• What you have to do: Quote the data below in full, please, without altering anything.

• Information provided:
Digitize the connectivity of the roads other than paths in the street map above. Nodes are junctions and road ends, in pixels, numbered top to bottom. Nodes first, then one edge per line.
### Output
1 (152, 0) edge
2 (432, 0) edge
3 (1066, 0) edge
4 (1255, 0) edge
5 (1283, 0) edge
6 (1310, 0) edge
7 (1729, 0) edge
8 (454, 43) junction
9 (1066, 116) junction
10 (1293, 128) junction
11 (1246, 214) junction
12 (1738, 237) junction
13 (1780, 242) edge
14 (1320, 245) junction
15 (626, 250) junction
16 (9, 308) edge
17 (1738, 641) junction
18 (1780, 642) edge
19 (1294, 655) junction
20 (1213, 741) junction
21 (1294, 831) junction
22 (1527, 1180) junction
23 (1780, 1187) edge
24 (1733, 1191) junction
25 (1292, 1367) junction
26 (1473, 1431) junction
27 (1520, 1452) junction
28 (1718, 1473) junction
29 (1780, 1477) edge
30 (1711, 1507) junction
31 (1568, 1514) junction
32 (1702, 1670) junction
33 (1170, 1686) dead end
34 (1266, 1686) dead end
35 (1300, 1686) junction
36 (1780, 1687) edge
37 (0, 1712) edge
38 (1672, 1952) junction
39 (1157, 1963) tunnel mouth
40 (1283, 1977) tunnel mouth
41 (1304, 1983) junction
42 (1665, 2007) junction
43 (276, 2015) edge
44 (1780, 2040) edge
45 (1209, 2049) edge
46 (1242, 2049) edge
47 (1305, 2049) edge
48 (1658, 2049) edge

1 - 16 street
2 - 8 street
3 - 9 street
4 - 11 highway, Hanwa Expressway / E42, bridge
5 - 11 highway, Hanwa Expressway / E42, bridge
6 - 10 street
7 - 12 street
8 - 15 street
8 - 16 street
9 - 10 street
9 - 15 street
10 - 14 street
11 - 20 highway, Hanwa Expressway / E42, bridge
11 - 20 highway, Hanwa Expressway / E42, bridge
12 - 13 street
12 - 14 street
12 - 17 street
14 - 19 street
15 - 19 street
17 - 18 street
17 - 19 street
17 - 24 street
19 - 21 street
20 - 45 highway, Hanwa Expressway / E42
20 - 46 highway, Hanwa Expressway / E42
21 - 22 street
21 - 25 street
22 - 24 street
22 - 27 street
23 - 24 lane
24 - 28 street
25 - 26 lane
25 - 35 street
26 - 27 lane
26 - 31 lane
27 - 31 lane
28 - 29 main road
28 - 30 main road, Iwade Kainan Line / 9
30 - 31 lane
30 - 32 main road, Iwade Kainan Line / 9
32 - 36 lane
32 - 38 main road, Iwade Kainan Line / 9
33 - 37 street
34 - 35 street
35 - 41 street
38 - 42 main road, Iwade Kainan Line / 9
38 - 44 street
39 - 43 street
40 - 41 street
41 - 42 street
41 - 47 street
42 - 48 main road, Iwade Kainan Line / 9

• Written answer:
Digitize the connectivity of the roads other than paths in the street map above. Nodes are junctions and road ends, in pixels, numbered top to bottom. Nodes first, then one edge per line.
### Output
1 (152, 0) edge
2 (432, 0) edge
3 (1066, 0) edge
4 (1255, 0) edge
5 (1283, 0) edge
6 (1310, 0) edge
7 (1729, 0) edge
8 (454, 43) junction
9 (1066, 116) junction
10 (1293, 128) junction
11 (1246, 214) junction
12 (1738, 237) junction
13 (1780, 242) edge
14 (1320, 245) junction
15 (626, 250) junction
16 (9, 308) edge
17 (1738, 641) junction
18 (1780, 642) edge
19 (1294, 655) junction
20 (1213, 741) junction
21 (1294, 831) junction
22 (1527, 1180) junction
23 (1780, 1187) edge
24 (1733, 1191) junction
25 (1292, 1367) junction
26 (1473, 1431) junction
27 (1520, 1452) junction
28 (1718, 1473) junction
29 (1780, 1477) edge
30 (1711, 1507) junction
31 (1568, 1514) junction
32 (1702, 1670) junction
33 (1170, 1686) dead end
34 (1266, 1686) dead end
35 (1300, 1686) junction
36 (1780, 1687) edge
37 (0, 1712) edge
38 (1672, 1952) junction
39 (1157, 1963) tunnel mouth
40 (1283, 1977) tunnel mouth
41 (1304, 1983) junction
42 (1665, 2007) junction
43 (276, 2015) edge
44 (1780, 2040) edge
45 (1209, 2049) edge
46 (1242, 2049) edge
47 (1305, 2049) edge
48 (1658, 2049) edge

1 - 16 street
2 - 8 street
3 - 9 street
4 - 11 highway, Hanwa Expressway / E42, bridge
5 - 11 highway, Hanwa Expressway / E42, bridge
6 - 10 street
7 - 12 street
8 - 15 street
8 - 16 street
9 - 10 street
9 - 15 street
10 - 14 street
11 - 20 highway, Hanwa Expressway / E42, bridge
11 - 20 highway, Hanwa Expressway / E42, bridge
12 - 13 street
12 - 14 street
12 - 17 street
14 - 19 street
15 - 19 street
17 - 18 street
17 - 19 street
17 - 24 street
19 - 21 street
20 - 45 highway, Hanwa Expressway / E42
20 - 46 highway, Hanwa Expressway / E42
21 - 22 street
21 - 25 street
22 - 24 street
22 - 27 street
23 - 24 lane
24 - 28 street
25 - 26 lane
25 - 35 street
26 - 27 lane
26 - 31 lane
27 - 31 lane
28 - 29 main road
28 - 30 main road, Iwade Kainan Line / 9
30 - 31 lane
30 - 32 main road, Iwade Kainan Line / 9
32 - 36 lane
32 - 38 main road, Iwade Kainan Line / 9
33 - 37 street
34 - 35 street
35 - 41 street
38 - 42 main road, Iwade Kainan Line / 9
38 - 44 street
39 - 43 street
40 - 41 street
41 - 42 street
41 - 47 street
42 - 48 main road, Iwade Kainan Line / 9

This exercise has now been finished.